Glossario IA
Il dizionario completo dell'Intelligenza Artificiale
Seq2Seq Architecture
Deep learning model composed of an encoder and a decoder designed to transform variable-length sequences into other sequences. This architecture is fundamentally used for machine translation, text summarization, and dialogue generation tasks.
Teacher Forcing
Training strategy where the decoder receives the true previous values as input rather than its own predictions, accelerating convergence. This technique stabilizes learning but can create a divergence between training and inference known as exposure bias.
Masking
Procedure consisting of masking certain positions of sequences to prevent the model from processing irrelevant or future information.

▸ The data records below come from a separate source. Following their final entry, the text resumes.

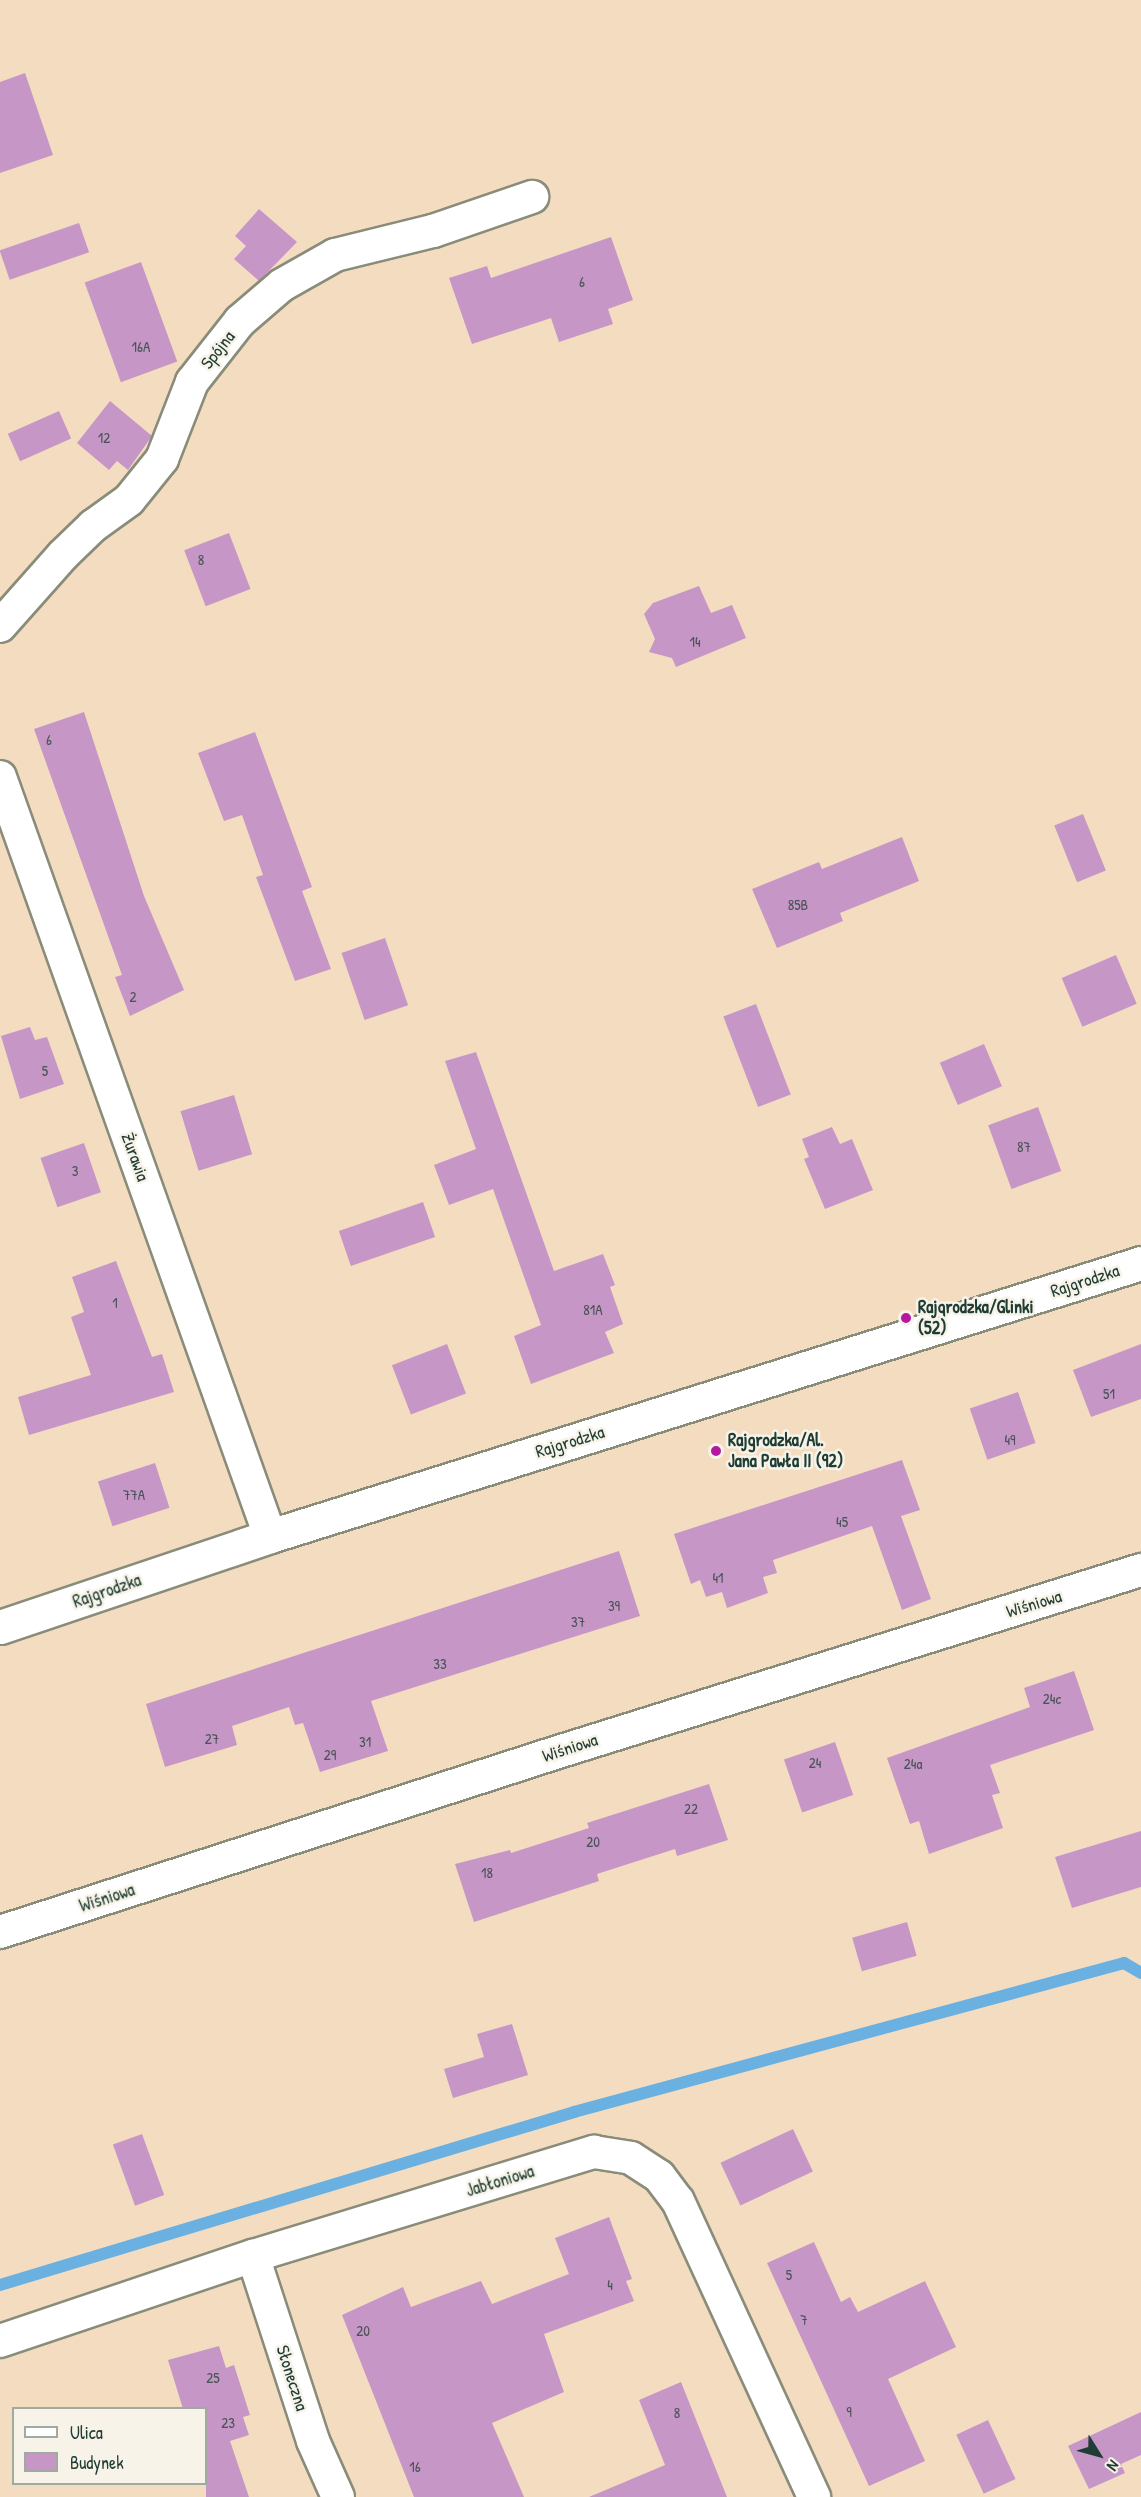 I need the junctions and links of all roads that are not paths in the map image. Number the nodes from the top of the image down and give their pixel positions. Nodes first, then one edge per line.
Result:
1 (532, 197) dead end
2 (0, 626) edge
3 (0, 777) edge
4 (1141, 1263) edge
5 (270, 1536) junction
6 (1141, 1570) edge
7 (0, 1627) edge
8 (0, 1932) edge
9 (253, 2256) junction
10 (0, 2341) edge
11 (338, 2497) edge
12 (814, 2497) edge

1 - 2 street, Spójna
3 - 5 street, Żurawia
4 - 5 street, Rajgrodzka
5 - 7 street, Rajgrodzka
6 - 8 street, Wiśniowa
9 - 10 street, Jabłoniowa
9 - 11 street, Słoneczna
9 - 12 street, Jabłoniowa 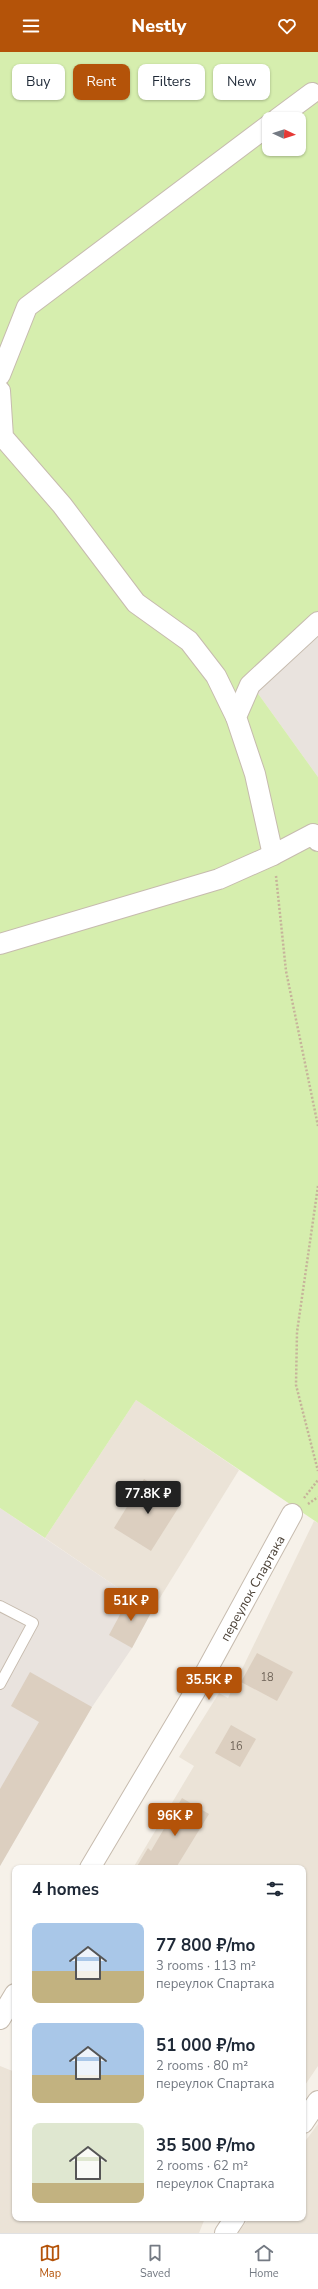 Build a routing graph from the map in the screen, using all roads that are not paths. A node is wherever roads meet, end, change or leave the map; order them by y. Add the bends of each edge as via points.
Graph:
1 (315, 88) edge
2 (286, 112) edge
3 (262, 130) edge
4 (0, 375) edge
5 (0, 391) edge
6 (318, 622) edge
7 (236, 717) junction
8 (316, 835) edge
9 (273, 855) junction
10 (0, 944) edge
11 (292, 1514) dead end
12 (0, 1606) edge
13 (0, 1684) edge
14 (92, 1865) edge
15 (12, 1999) edge
16 (0, 2019) edge
17 (318, 2101) edge
18 (306, 2119) edge
19 (233, 2221) edge
20 (225, 2233) edge

1 - 2 street
3 - 4 street via 26,307
5 - 7 street via 3,437 62,505 136,603 188,641 216,676
6 - 7 street via 250,685
7 - 9 street via 255,774
8 - 9 street
9 - 10 street via 219,879
11 - 14 street, переулок Спартака via 197,1688
12 - 13 lane via 32,1623
15 - 16 street
17 - 18 street
19 - 20 street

Masking is essential for managing variable-length sequences and preventing cheating during auto-regressive training.
Embedding Vector
Dense vector representation of discrete tokens that captures semantic and syntactic relationships in a continuous space. Embeddings are learned during training and constitute the fundamental input of sequence processing models.
Gated Recurrent Unit
Simplified variant of LSTM using two gates (update and reset) to regulate information flow with fewer parameters. GRUs offer comparable performance to LSTM while being more computationally efficient.
Greedy Search
Decoding strategy that systematically selects the token with the highest probability at each generation step. Although fast, this approach can lead to suboptimal solutions as it does not consider alternative sequences.
Bidirectionality
Ability of the encoder to process the input sequence in both directions (forward and backward) to capture the complete context. Bidirectional encoders improve semantic understanding by considering both past and future context.
Subword Embeddings
Tokenization technique that divides words into smaller morphological units, allowing to handle rare words and open vocabulary. Subword embeddings like BPE or WordPiece have become the standard in modern models.